Mitchell, L., 2007, “Observation Efficiency Allocations Report”, JWST-RPT-004166
Rev C, June 8, 2007
Petro, L., 2005, “JWST Science Operations Design Reference Mission (SODRM) Data
Products”, Version 1.1 (S&OC-DRD OP-01), JWST-OPS-003257, October 25, 2005.
Petro et al. 2005, “Planning to Minimize Angular Momentum”, JWST-STScI-000645 –
Rev A.
Rager R., Giuliano M., 2006, “Evaluating Scheduling Strategies for JWST Momentum
Scheduling” In the Proceedings of the 5th International Conference on Planning and
Scheduling for Space. Baltimore, MD. Pages 82-91.
Simmons, D.F., et al. 2005, Momentum Management Trade Study Final Report”, 05-
JWST-0402, 26, October, 2005.
Stockman 2005, “Maximum Allowable Solar Torque Architecture for JWST, JWSTSTScI-000583
Stockman & Long 2005, A Statistical Analysis of Angular Momentum Buildup and its
impact of the JWST Science Mission, STSCI-JWST-TM-2005-0208
Don’t ask me what the JWST reaction wheels are!
The ACS uses sun sensors, star trackers, and gyroscopes to sense the observatory orientation and movement, as well as reaction wheels and/or thrusters to apply force or torque to the observatory for pointing control or maneuvers. The reaction wheels provide the control torques needed to maintain attitude and pointing as well as to slew. The spacecraft's star trackers provide stellar inertial attitude reference for 3-axis coarse pointing control. The ACS points the telescope boresight to within 8″ (1-σ, per axis) of the commanded position prior to guide star acquisition, without any position reference or input from the Fine Guidance Sensor (FGS).

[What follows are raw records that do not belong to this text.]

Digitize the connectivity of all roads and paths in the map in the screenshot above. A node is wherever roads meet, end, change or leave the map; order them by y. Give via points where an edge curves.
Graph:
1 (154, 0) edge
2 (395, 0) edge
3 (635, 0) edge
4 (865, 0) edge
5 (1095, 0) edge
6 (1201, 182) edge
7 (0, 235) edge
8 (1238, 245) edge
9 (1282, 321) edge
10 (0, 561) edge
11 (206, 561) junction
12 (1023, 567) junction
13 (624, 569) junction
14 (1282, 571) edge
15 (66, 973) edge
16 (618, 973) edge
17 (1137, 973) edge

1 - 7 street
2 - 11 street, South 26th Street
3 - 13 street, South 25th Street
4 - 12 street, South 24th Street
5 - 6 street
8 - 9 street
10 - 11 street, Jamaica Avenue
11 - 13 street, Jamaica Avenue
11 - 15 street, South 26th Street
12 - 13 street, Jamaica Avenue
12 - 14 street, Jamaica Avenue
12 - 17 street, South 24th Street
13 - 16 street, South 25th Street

Control of the roll orientation about the telescope's optical axis is provided by input from the spacecraft's 2 star trackers. The star trackers each have a ~16° diameter FOV, projected on to a 512 × 512 pixel CCD detector. They are oriented over 45° from the telescope boresight and each other. The star trackers compare the observed positions of bright stars (V < 6) to an internal star catalog. This allows the use of a single star for fine guidance within the FGS field of view (FOV) while still maintaining roll control.

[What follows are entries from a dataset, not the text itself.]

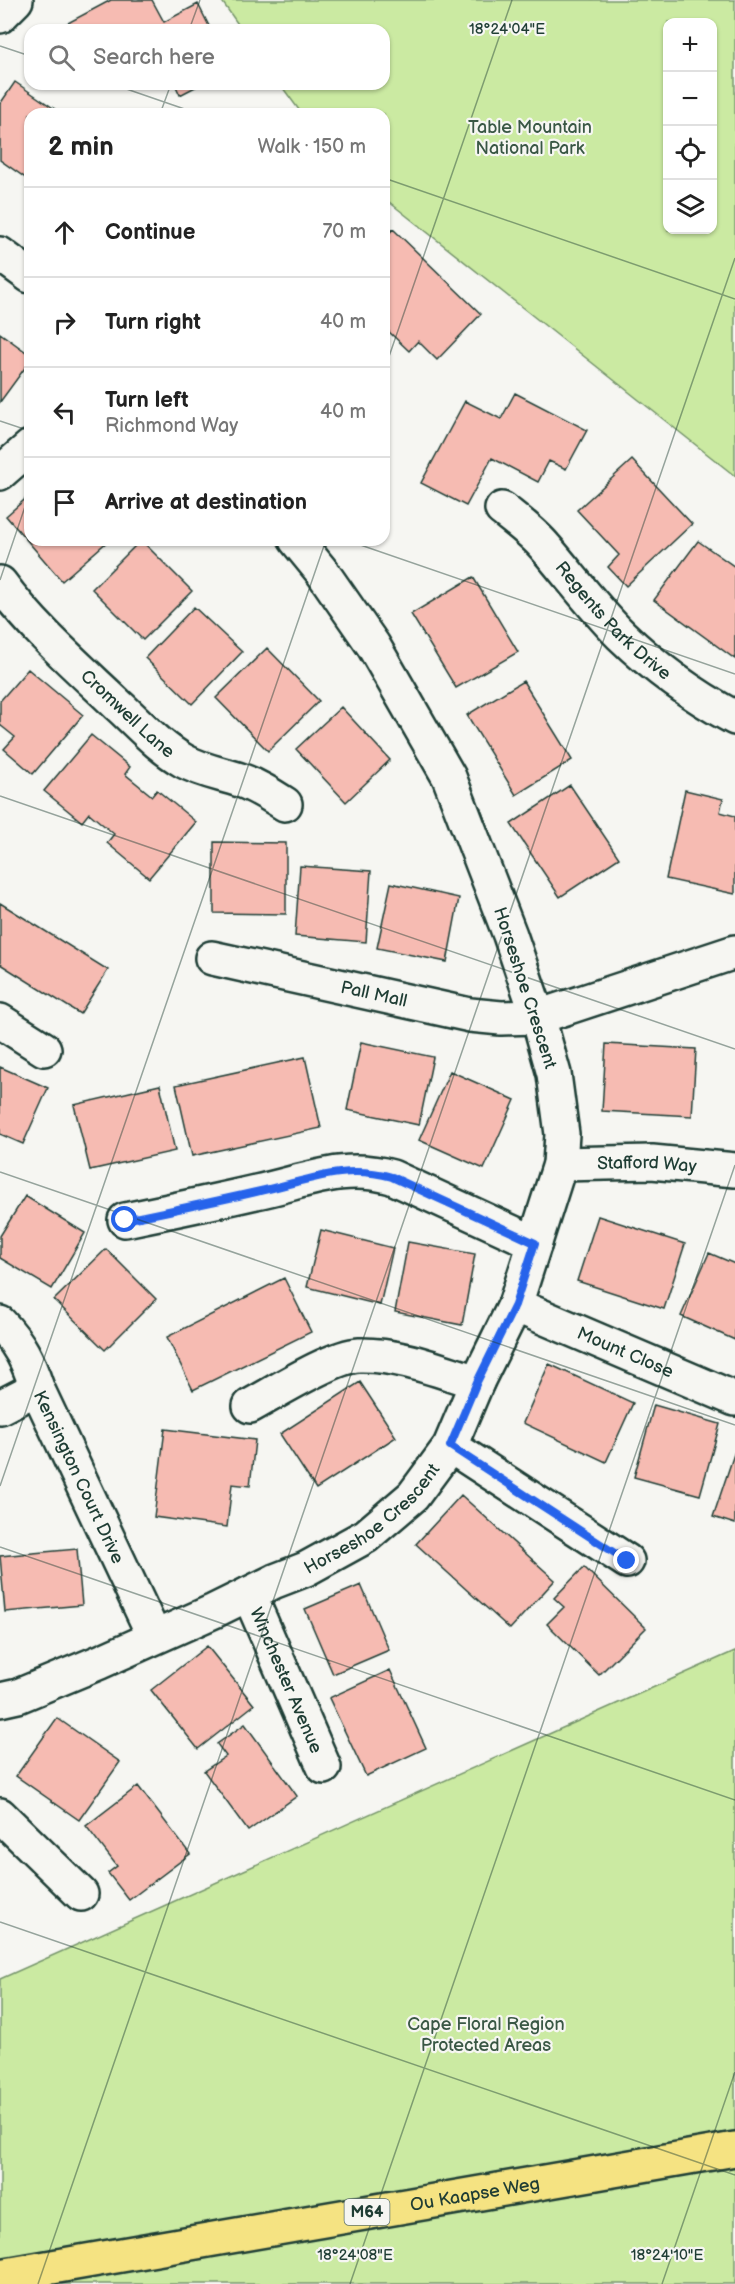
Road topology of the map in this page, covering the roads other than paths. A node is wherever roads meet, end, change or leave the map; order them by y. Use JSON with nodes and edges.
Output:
{"nodes":[{"id":1,"x":16,"y":0,"type":"edge"},
{"id":2,"x":0,"y":16,"type":"edge"},
{"id":3,"x":0,"y":254,"type":"edge"},
{"id":4,"x":24,"y":272,"type":"edge"},
{"id":5,"x":24,"y":452,"type":"edge"},
{"id":6,"x":0,"y":473,"type":"edge"},
{"id":7,"x":501,"y":509,"type":"dead end"},
{"id":8,"x":301,"y":546,"type":"edge"},
{"id":9,"x":0,"y":583,"type":"edge"},
{"id":10,"x":735,"y":718,"type":"edge"},
{"id":11,"x":285,"y":804,"type":"dead end"},
{"id":12,"x":735,"y":952,"type":"edge"},
{"id":13,"x":212,"y":958,"type":"dead end"},
{"id":14,"x":538,"y":1017,"type":"junction"},
{"id":15,"x":0,"y":1021,"type":"edge"},
{"id":16,"x":44,"y":1049,"type":"dead end"},
{"id":17,"x":560,"y":1164,"type":"junction"},
{"id":18,"x":735,"y":1170,"type":"edge"},
{"id":19,"x":125,"y":1220,"type":"dead end"},
{"id":20,"x":535,"y":1243,"type":"junction"},
{"id":21,"x":515,"y":1305,"type":"junction"},
{"id":22,"x":0,"y":1323,"type":"edge"},
{"id":23,"x":477,"y":1382,"type":"junction"},
{"id":24,"x":37,"y":1388,"type":"junction"},
{"id":25,"x":735,"y":1399,"type":"edge"},
{"id":26,"x":250,"y":1406,"type":"dead end"},
{"id":27,"x":0,"y":1407,"type":"edge"},
{"id":28,"x":450,"y":1446,"type":"junction"},
{"id":29,"x":627,"y":1561,"type":"dead end"},
{"id":30,"x":249,"y":1594,"type":"junction"},
{"id":31,"x":154,"y":1636,"type":"junction"},
{"id":32,"x":0,"y":1700,"type":"edge"},
{"id":33,"x":324,"y":1767,"type":"dead end"},
{"id":34,"x":0,"y":1815,"type":"edge"},
{"id":35,"x":81,"y":1894,"type":"dead end"},
{"id":36,"x":735,"y":2149,"type":"edge"},
{"id":37,"x":0,"y":2276,"type":"edge"}],
"edges":[{"from":1,"to":2,"type":"street"},
{"from":3,"to":4,"type":"street"},
{"from":5,"to":6,"type":"street"},
{"from":7,"to":10,"type":"street","name":"Regents Park Drive"},
{"from":8,"to":14,"type":"street","name":"Horseshoe Crescent"},
{"from":9,"to":11,"type":"street","name":"Cromwell Lane"},
{"from":12,"to":14,"type":"street"},
{"from":13,"to":14,"type":"street","name":"Pall Mall"},
{"from":14,"to":17,"type":"street","name":"Horseshoe Crescent"},
{"from":15,"to":16,"type":"street"},
{"from":17,"to":18,"type":"street","name":"Stafford Way"},
{"from":17,"to":20,"type":"street","name":"Horseshoe Crescent"},
{"from":19,"to":20,"type":"street"},
{"from":20,"to":21,"type":"street","name":"Horseshoe Crescent"},
{"from":21,"to":23,"type":"street","name":"Horseshoe Crescent"},
{"from":21,"to":25,"type":"street","name":"Mount Close"},
{"from":22,"to":24,"type":"street","name":"Kensington Court Drive"},
{"from":23,"to":26,"type":"street"},
{"from":23,"to":28,"type":"street","name":"Horseshoe Crescent"},
{"from":24,"to":27,"type":"street"},
{"from":24,"to":31,"type":"street","name":"Kensington Court Drive"},
{"from":28,"to":29,"type":"street"},
{"from":28,"to":30,"type":"street","name":"Horseshoe Crescent"},
{"from":30,"to":31,"type":"street","name":"Horseshoe Crescent"},
{"from":30,"to":33,"type":"street","name":"Winchester Avenue"},
{"from":31,"to":32,"type":"street","name":"Horseshoe Crescent"},
{"from":34,"to":35,"type":"street"},
{"from":36,"to":37,"type":"main road","name":"Ou Kaapse Weg","number":"M64"}]}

The duration of slews is a function of the length of the motion. The rate of motion is determined in part by the need to keep settling times within certain limits as well as the desire to reach the new pointing as soon as possible. For slews between 25" and 3°, the slew rate is slower than for shorter or longer slews, to avoid exciting slosh modes of the propellant in the tanks. Once excited, propellant slosh can take a long time to damp (more than 20 minutes in some cases).
Fine guidance is a closed loop system, in which a guide star in the FGS FOV is used to stabilize the observatory during science exposures. The FGS makes measurements of the guide star position in the plane of the sky and sends these to the ACS every 64 ms. Using the FGS data, the ACS determines the telescope pointing error to be removed, using a combination of the fine steering mirror (FSM) and the spacecraft's reaction wheels.
Each science visit uses a single guide star. Pointing changes within the FGS FOV (dithers, target acquisition motions, etc.) are specified to the spacecraft in terms of the change in the guide star location (Delta X, Delta Y) in the FGS FOV, and the change in the position angle (Delta PA) about the guide star's position.
For stationary targets, the ACS controls the FSM and reaction wheels so that the guide star remains at a fixed location in the FGS detector.
In order to change the telescope pointing orientation by more than one FGS pixel (about 0.06"), the ACS must exit the "Fine Guide" mode, execute the pointing change, and then reestablish fine guidance. Very small offsets <0.06" can be executed by the FSM, while the ACS remains in closed-loop fine guidance control.Nothing about momentum flaps 2022.
As Boydster pointed out, does the Heiwabot really think the engineering, design, calculations for momentum flap guidance was done the day of launch in 2022? Would a Heiwabot design a tanker rudder the day it was launched into the sea? The Heiwabot really needs to upgrade from decades old idiocy and infancy.